[Source material]:
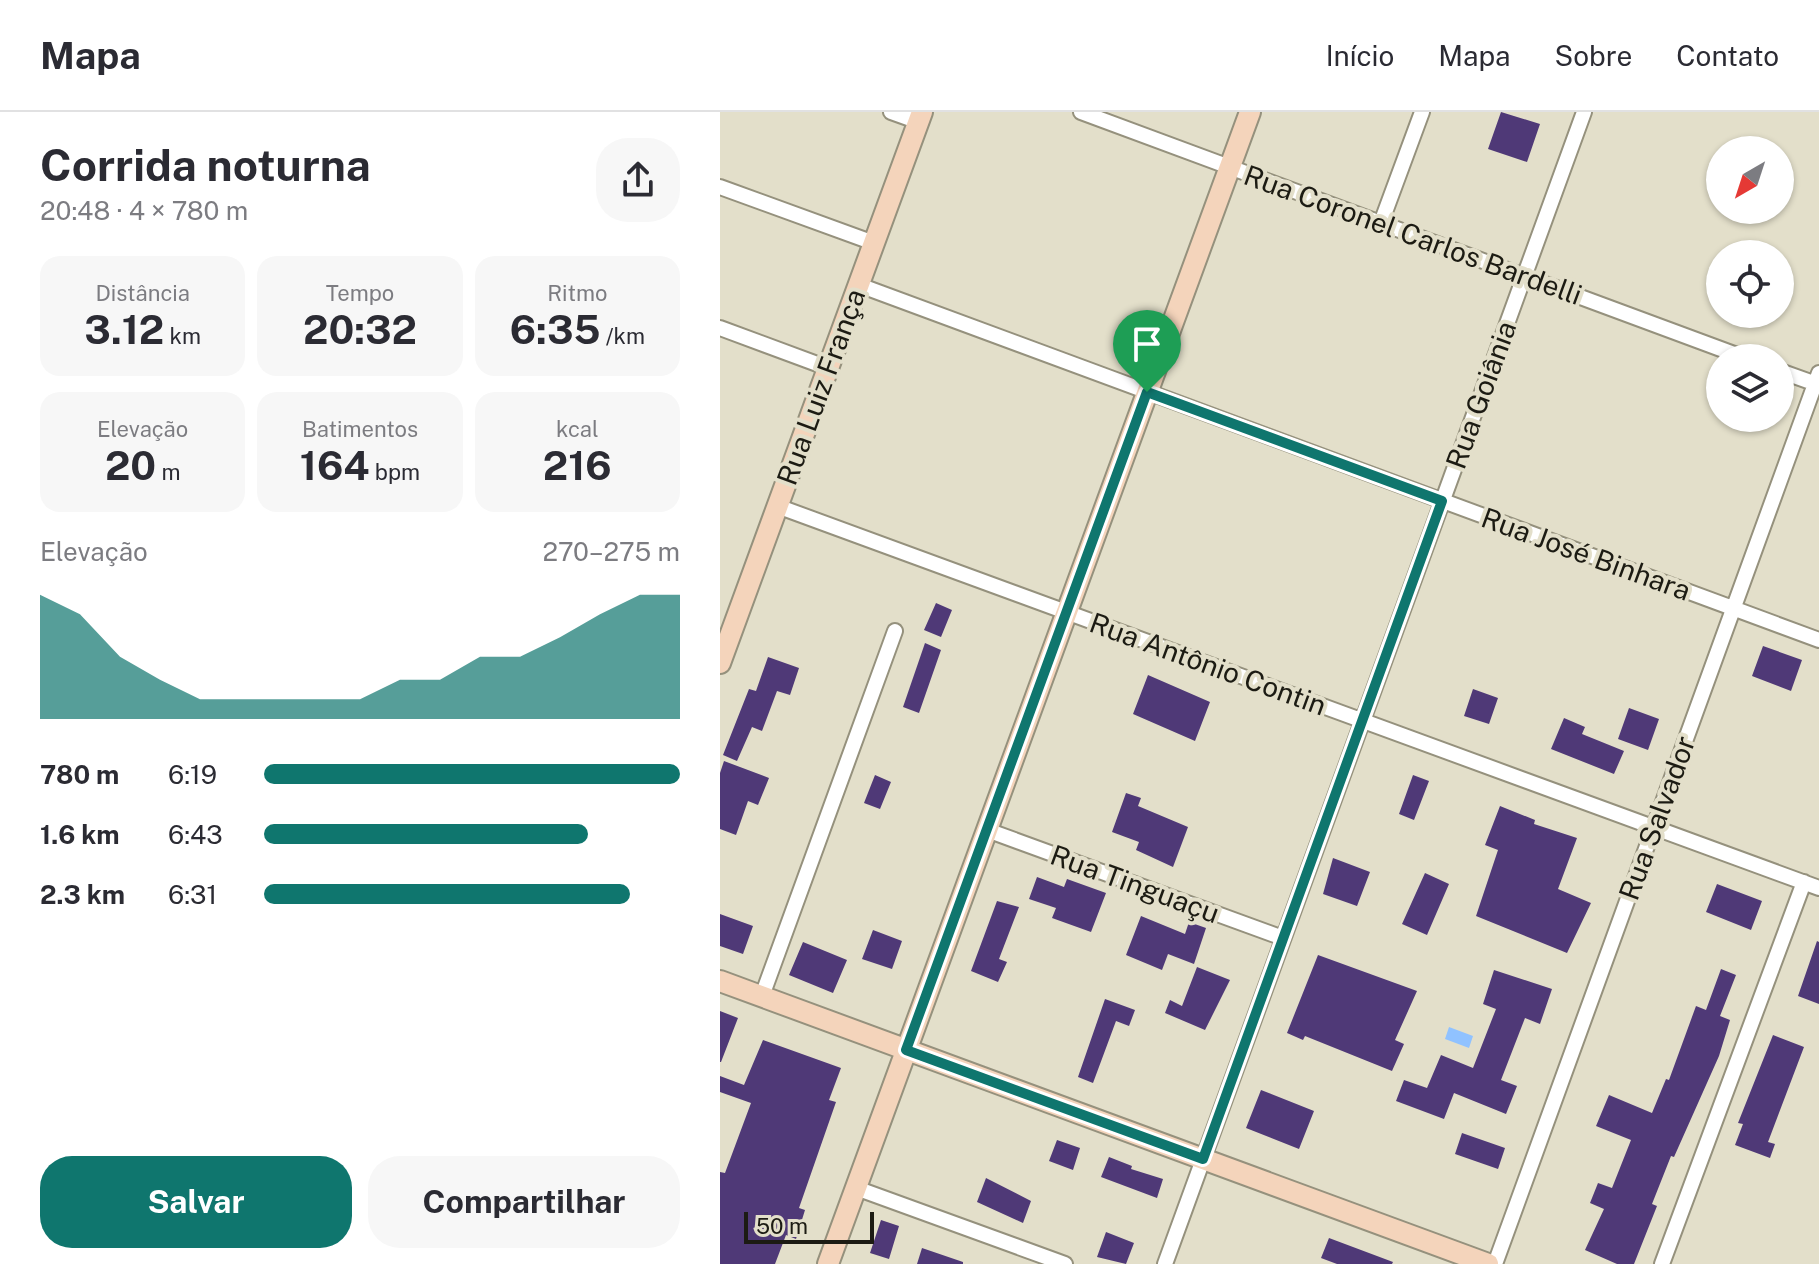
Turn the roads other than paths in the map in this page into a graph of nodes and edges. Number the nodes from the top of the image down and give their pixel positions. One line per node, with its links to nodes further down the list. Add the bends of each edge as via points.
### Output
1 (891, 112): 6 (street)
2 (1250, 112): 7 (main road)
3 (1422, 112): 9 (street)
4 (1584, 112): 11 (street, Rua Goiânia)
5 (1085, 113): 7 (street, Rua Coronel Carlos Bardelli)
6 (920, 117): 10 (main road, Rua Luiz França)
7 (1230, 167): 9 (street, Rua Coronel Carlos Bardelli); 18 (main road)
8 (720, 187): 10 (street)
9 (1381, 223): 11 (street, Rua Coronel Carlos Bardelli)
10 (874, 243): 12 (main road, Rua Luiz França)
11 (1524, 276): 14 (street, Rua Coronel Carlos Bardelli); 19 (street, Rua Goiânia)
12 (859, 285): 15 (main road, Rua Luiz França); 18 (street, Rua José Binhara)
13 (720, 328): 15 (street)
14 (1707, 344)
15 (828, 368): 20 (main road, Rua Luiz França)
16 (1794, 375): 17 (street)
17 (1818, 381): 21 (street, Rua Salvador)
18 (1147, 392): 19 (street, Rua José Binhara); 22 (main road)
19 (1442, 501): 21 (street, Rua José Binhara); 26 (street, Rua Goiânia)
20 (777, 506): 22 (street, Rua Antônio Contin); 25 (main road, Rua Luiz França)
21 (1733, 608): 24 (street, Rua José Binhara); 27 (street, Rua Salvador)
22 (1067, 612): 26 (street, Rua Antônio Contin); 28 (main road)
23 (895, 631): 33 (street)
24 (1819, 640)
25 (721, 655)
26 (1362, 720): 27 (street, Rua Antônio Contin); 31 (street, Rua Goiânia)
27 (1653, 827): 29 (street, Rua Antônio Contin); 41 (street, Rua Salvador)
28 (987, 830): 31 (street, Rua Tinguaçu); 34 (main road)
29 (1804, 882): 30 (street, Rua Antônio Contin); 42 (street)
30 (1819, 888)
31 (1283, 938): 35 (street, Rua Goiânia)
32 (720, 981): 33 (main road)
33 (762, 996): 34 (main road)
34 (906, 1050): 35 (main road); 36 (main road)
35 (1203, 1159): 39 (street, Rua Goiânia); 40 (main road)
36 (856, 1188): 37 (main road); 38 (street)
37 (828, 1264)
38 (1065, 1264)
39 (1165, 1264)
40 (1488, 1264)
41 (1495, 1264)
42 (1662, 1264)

[Problem to solve]:
Retype the data above exactly. Do not carry over any images.

[Answer area]:
Turn the roads other than paths in the map in this page into a graph of nodes and edges. Number the nodes from the top of the image down and give their pixel positions. One line per node, with its links to nodes further down the list. Add the bends of each edge as via points.
### Output
1 (891, 112): 6 (street)
2 (1250, 112): 7 (main road)
3 (1422, 112): 9 (street)
4 (1584, 112): 11 (street, Rua Goiânia)
5 (1085, 113): 7 (street, Rua Coronel Carlos Bardelli)
6 (920, 117): 10 (main road, Rua Luiz França)
7 (1230, 167): 9 (street, Rua Coronel Carlos Bardelli); 18 (main road)
8 (720, 187): 10 (street)
9 (1381, 223): 11 (street, Rua Coronel Carlos Bardelli)
10 (874, 243): 12 (main road, Rua Luiz França)
11 (1524, 276): 14 (street, Rua Coronel Carlos Bardelli); 19 (street, Rua Goiânia)
12 (859, 285): 15 (main road, Rua Luiz França); 18 (street, Rua José Binhara)
13 (720, 328): 15 (street)
14 (1707, 344)
15 (828, 368): 20 (main road, Rua Luiz França)
16 (1794, 375): 17 (street)
17 (1818, 381): 21 (street, Rua Salvador)
18 (1147, 392): 19 (street, Rua José Binhara); 22 (main road)
19 (1442, 501): 21 (street, Rua José Binhara); 26 (street, Rua Goiânia)
20 (777, 506): 22 (street, Rua Antônio Contin); 25 (main road, Rua Luiz França)
21 (1733, 608): 24 (street, Rua José Binhara); 27 (street, Rua Salvador)
22 (1067, 612): 26 (street, Rua Antônio Contin); 28 (main road)
23 (895, 631): 33 (street)
24 (1819, 640)
25 (721, 655)
26 (1362, 720): 27 (street, Rua Antônio Contin); 31 (street, Rua Goiânia)
27 (1653, 827): 29 (street, Rua Antônio Contin); 41 (street, Rua Salvador)
28 (987, 830): 31 (street, Rua Tinguaçu); 34 (main road)
29 (1804, 882): 30 (street, Rua Antônio Contin); 42 (street)
30 (1819, 888)
31 (1283, 938): 35 (street, Rua Goiânia)
32 (720, 981): 33 (main road)
33 (762, 996): 34 (main road)
34 (906, 1050): 35 (main road); 36 (main road)
35 (1203, 1159): 39 (street, Rua Goiânia); 40 (main road)
36 (856, 1188): 37 (main road); 38 (street)
37 (828, 1264)
38 (1065, 1264)
39 (1165, 1264)
40 (1488, 1264)
41 (1495, 1264)
42 (1662, 1264)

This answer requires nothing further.